-- Opening Marker --
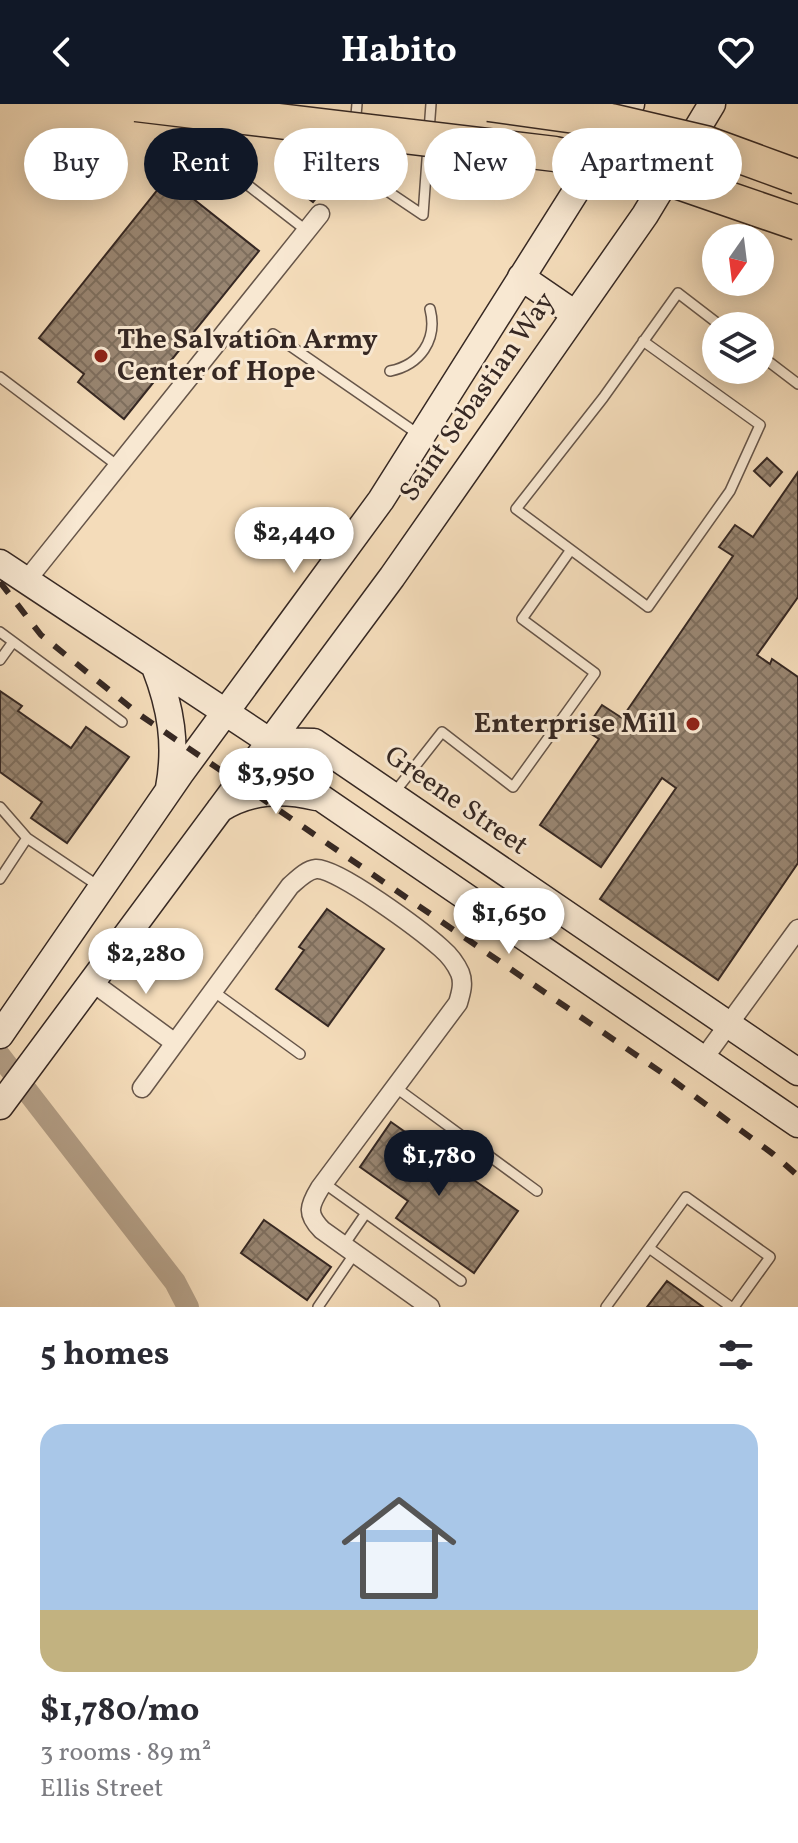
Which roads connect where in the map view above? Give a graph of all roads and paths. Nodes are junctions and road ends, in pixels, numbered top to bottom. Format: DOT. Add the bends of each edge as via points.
graph roads {
  1 [pos="136,104"];
  2 [pos="357,104"];
  3 [pos="431,104"];
  4 [pos="489,104"];
  5 [pos="631,104"];
  6 [pos="712,104"];
  7 [pos="798,177"];
  8 [pos="258,193"];
  9 [pos="320,214"];
  10 [pos="798,223"];
  11 [pos="307,231"];
  12 [pos="521,277"];
  13 [pos="430,309"];
  14 [pos="703,312"];
  15 [pos="575,314"];
  16 [pos="273,334"];
  17 [pos="643,341"];
  18 [pos="774,366"];
  19 [pos="390,371"];
  20 [pos="0,377"];
  21 [pos="798,384"];
  22 [pos="421,436"];
  23 [pos="119,466"];
  24 [pos="570,551"];
  25 [pos="0,563"];
  26 [pos="26,581"];
  27 [pos="0,632"];
  28 [pos="13,642"];
  29 [pos="0,660"];
  30 [pos="155,667"];
  31 [pos="226,713"];
  32 [pos="122,722"];
  33 [pos="269,741"];
  34 [pos="169,791"];
  35 [pos="392,797"];
  36 [pos="332,805"];
  37 [pos="0,807"];
  38 [pos="220,809"];
  39 [pos="27,838"];
  40 [pos="0,879"];
  41 [pos="102,888"];
  42 [pos="798,929"];
  43 [pos="92,982"];
  44 [pos="213,991"];
  45 [pos="728,1024"];
  46 [pos="0,1035"];
  47 [pos="175,1043"];
  48 [pos="300,1054"];
  49 [pos="704,1058"];
  50 [pos="798,1072"];
  51 [pos="395,1087"];
  52 [pos="142,1088"];
  53 [pos="0,1106"];
  54 [pos="798,1124"];
  55 [pos="324,1183"];
  56 [pos="537,1191"];
  57 [pos="366,1213"];
  58 [pos="649,1248"];
  59 [pos="349,1249"];
  60 [pos="461,1281"];
  61 [pos="318,1307"];
  62 [pos="430,1307"];
  63 [pos="606,1307"];
  64 [pos="732,1307"];
  1 -- 10 [label="highway, bridge" via="555,154 670,179"];
  2 -- 3 [label="lane" via="352,160 359,172 423,215"];
  4 -- 7 [label="highway, bridge" via="611,121 705,143"];
  5 -- 12 [label="main road, Saint Sebastian Way, bridge"];
  6 -- 15 [label="main road, Saint Sebastian Way, bridge" via="645,215"];
  8 -- 11 [label="lane"];
  9 -- 11 [label="street"];
  11 -- 23 [label="street"];
  12 -- 15 [label="main road"];
  12 -- 22 [label="main road, Saint Sebastian Way"];
  13 -- 19 [label="lane" via="427,347 410,365"];
  14 -- 17 [label="lane" via="678,293"];
  15 -- 33 [label="main road, Saint Sebastian Way" via="392,577"];
  16 -- 22 [label="lane"];
  17 -- 24 [label="lane" via="516,509"];
  17 -- 24 [label="lane" via="760,425 730,491 648,607"];
  18 -- 21 [label="lane"];
  20 -- 23 [label="lane"];
  22 -- 31 [label="main road, Saint Sebastian Way" via="381,500"];
  23 -- 26 [label="street"];
  24 -- 35 [label="lane" via="522,619 595,673 554,732 513,787 442,732"];
  25 -- 26 [label="main road"];
  26 -- 30 [label="main road"];
  27 -- 28 [label="lane"];
  28 -- 29 [label="lane"];
  28 -- 32 [label="lane"];
  30 -- 31 [label="main road"];
  30 -- 34 [label="main road" via="172,720"];
  31 -- 33 [label="main road"];
  31 -- 34 [label="main road, Saint Sebastian Way"];
  33 -- 35 [label="main road, Greene Street" via="314,742"];
  33 -- 36 [label="main road" via="295,780"];
  33 -- 38 [label="main road, Saint Sebastian Way"];
  34 -- 41 [label="main road, Saint Sebastian Way"];
  35 -- 45 [label="main road, Greene Street"];
  36 -- 38 [label="main road" via="276,791 237,798"];
  36 -- 49 [label="main road"];
  37 -- 39 [label="lane"];
  38 -- 43 [label="main road, Saint Sebastian Way"];
  39 -- 40 [label="lane"];
  39 -- 41 [label="lane"];
  41 -- 46 [label="main road, Saint Sebastian Way"];
  42 -- 45 [label="street"];
  43 -- 47 [label="street"];
  43 -- 53 [label="main road, Saint Sebastian Way"];
  44 -- 47 [label="street"];
  44 -- 48 [label="lane"];
  44 -- 51 [label="street" via="290,886 316,869 331,872 441,948 460,973 458,1003"];
  45 -- 49 [label="street"];
  45 -- 50 [label="main road, Greene Street"];
  47 -- 52 [label="street"];
  49 -- 54 [label="main road"];
  51 -- 55 [label="street"];
  51 -- 56 [label="lane"];
  55 -- 57 [label="lane"];
  55 -- 59 [label="street" via="310,1210 313,1220"];
  57 -- 59 [label="lane"];
  57 -- 60 [label="lane"];
  58 -- 63 [label="lane"];
  58 -- 64 [label="lane"];
  58 -- 64 [label="lane" via="686,1197 770,1257"];
  59 -- 61 [label="lane"];
  59 -- 62 [label="street"];
}
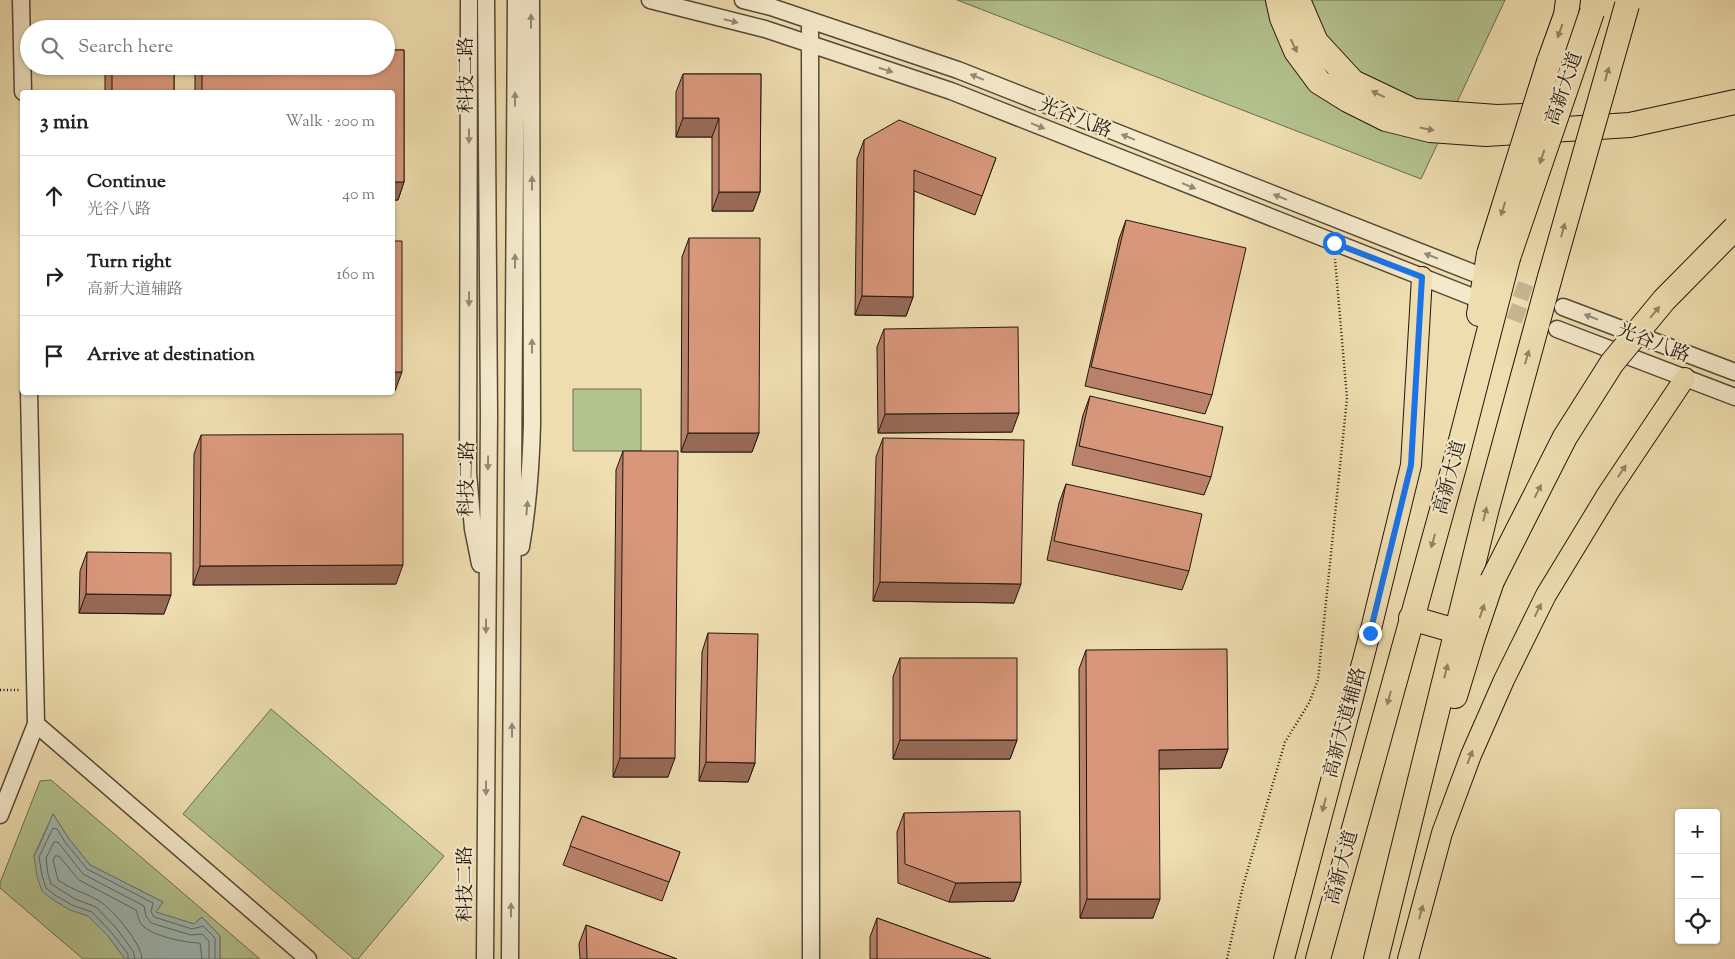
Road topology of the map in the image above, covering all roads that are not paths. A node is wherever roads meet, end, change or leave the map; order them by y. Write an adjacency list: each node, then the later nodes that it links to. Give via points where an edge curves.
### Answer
1 (21, 0): 13 (street)
2 (469, 0): 32 (street, one-way to 32, via 468,473 472,529)
3 (486, 0): 32 (street, 科技二路, one-way to 32, via 489,415)
4 (516, 0): 31 (street, one-way to 4)
5 (532, 0): 31 (street, one-way to 5, via 526,520 531,464)
6 (650, 0): 15 (street, 光谷八路, one-way to 15)
7 (743, 0): 14 (street, 光谷八路)
8 (1278, 0): 19 (highway, one-way to 19, via 1296,51 1319,82 1386,119 1430,130 1486,134 1630,125)
9 (1298, 0): 17 (highway, one-way to 9, via 1622,113 1497,117 1414,111 1354,82 1316,42)
10 (1568, 0): 21 (highway, one-way to 21, bridge)
11 (1628, 2): 34 (highway, 高新大道, one-way to 11, bridge, via 1550,277)
12 (1594, 6): 21 (highway, 高新大道, one-way to 21, bridge)
13 (21, 20)
14 (810, 20): 15 (street); 22 (street, 光谷八路, one-way to 14, via 958,70)
15 (810, 44): 23 (street, 光谷八路, one-way to 23, via 950,91); 40 (street)
16 (23, 75): 18 (street)
17 (1735, 86)
18 (23, 90)
19 (1735, 102)
20 (1735, 228): 43 (highway, one-way to 20, bridge, via 1492,582 1565,437 1612,363 1664,300)
21 (1498, 256): 33 (highway, 高新大道, one-way to 33, via 1457,456)
22 (1476, 274)
23 (1422, 277): 24 (street, 光谷八路); 41 (main road, 高新大道辅路, one-way to 41, via 1411,465)
24 (1478, 298)
25 (1563, 307): 27 (street, 光谷八路, one-way to 25)
26 (1557, 329): 28 (street, 光谷八路)
27 (1735, 372)
28 (1685, 378): 30 (street, 光谷八路); 44 (main road, one-way to 28, via 1442,834 1470,755 1504,680 1546,594 1608,493)
29 (29, 395): 35 (street)
30 (1735, 397)
31 (513, 591): 39 (street, one-way to 31)
32 (486, 592): 38 (street, 科技二路, one-way to 38)
33 (1411, 618): 34 (highway); 42 (highway, 高新大道, one-way to 42)
34 (1456, 631): 43 (highway, 高新大道, one-way to 34)
35 (36, 724): 36 (street); 37 (street)
36 (0, 815)
37 (308, 959)
38 (486, 959)
39 (510, 959)
40 (811, 959)
41 (1284, 959)
42 (1318, 959)
43 (1376, 959)
44 (1408, 959)

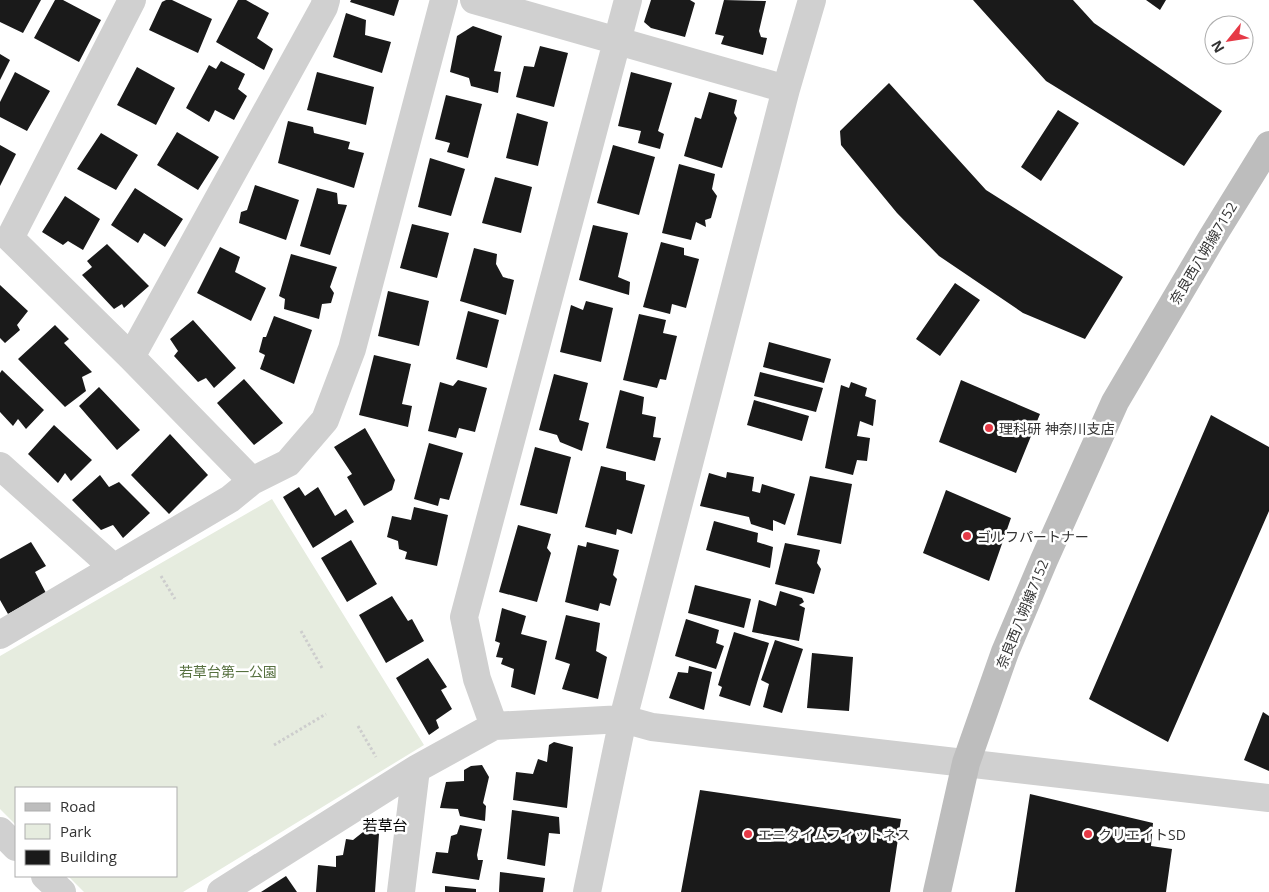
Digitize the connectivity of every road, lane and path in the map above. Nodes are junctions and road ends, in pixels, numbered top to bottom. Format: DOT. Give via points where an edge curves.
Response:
graph roads {
  1 [pos="132,0"];
  2 [pos="326,0"];
  3 [pos="444,0"];
  4 [pos="474,0"];
  5 [pos="628,0"];
  6 [pos="812,0"];
  7 [pos="617,40"];
  8 [pos="786,89"];
  9 [pos="1269,145"];
  10 [pos="131,357"];
  11 [pos="2,470"];
  12 [pos="252,481"];
  13 [pos="114,568"];
  14 [pos="301,631"];
  15 [pos="0,635"];
  16 [pos="322,668"];
  17 [pos="326,714"];
  18 [pos="622,719"];
  19 [pos="494,726"];
  20 [pos="274,745"];
  21 [pos="966,763"];
  22 [pos="416,769"];
  23 [pos="1269,798"];
  24 [pos="0,831"];
  25 [pos="15,846"];
  26 [pos="46,877"];
  27 [pos="62,892"];
  28 [pos="221,892"];
  29 [pos="401,892"];
  30 [pos="587,892"];
  31 [pos="938,892"];
  1 -- 10 [label="street" via="10,238"];
  2 -- 10 [label="street"];
  3 -- 12 [label="street" via="352,349 325,420 288,463"];
  4 -- 7 [label="street"];
  5 -- 7 [label="street"];
  6 -- 8 [label="street"];
  7 -- 8 [label="street"];
  7 -- 19 [label="street" via="464,617 476,679"];
  8 -- 18 [label="street"];
  9 -- 21 [label="street, 奈良西八朔線7152" via="1115,402 1005,652"];
  10 -- 12 [label="street"];
  11 -- 13 [label="street"];
  12 -- 13 [label="street" via="230,499"];
  13 -- 15 [label="street"];
  14 -- 16 [label="path"];
  17 -- 20 [label="path"];
  18 -- 19 [label="street"];
  18 -- 21 [label="street" via="652,727"];
  18 -- 30 [label="street"];
  19 -- 22 [label="street"];
  21 -- 23 [label="street"];
  21 -- 31 [label="street, 奈良西八朔線7152"];
  22 -- 28 [label="street"];
  22 -- 29 [label="street"];
  24 -- 25 [label="street"];
  26 -- 27 [label="street"];
}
-- Closing Marker --
**AIM OF THE EXERCISE**
A single number is expected: how many lines in the entries above hold the word "Greene".

**RESULT OF THE EXERCISE**
3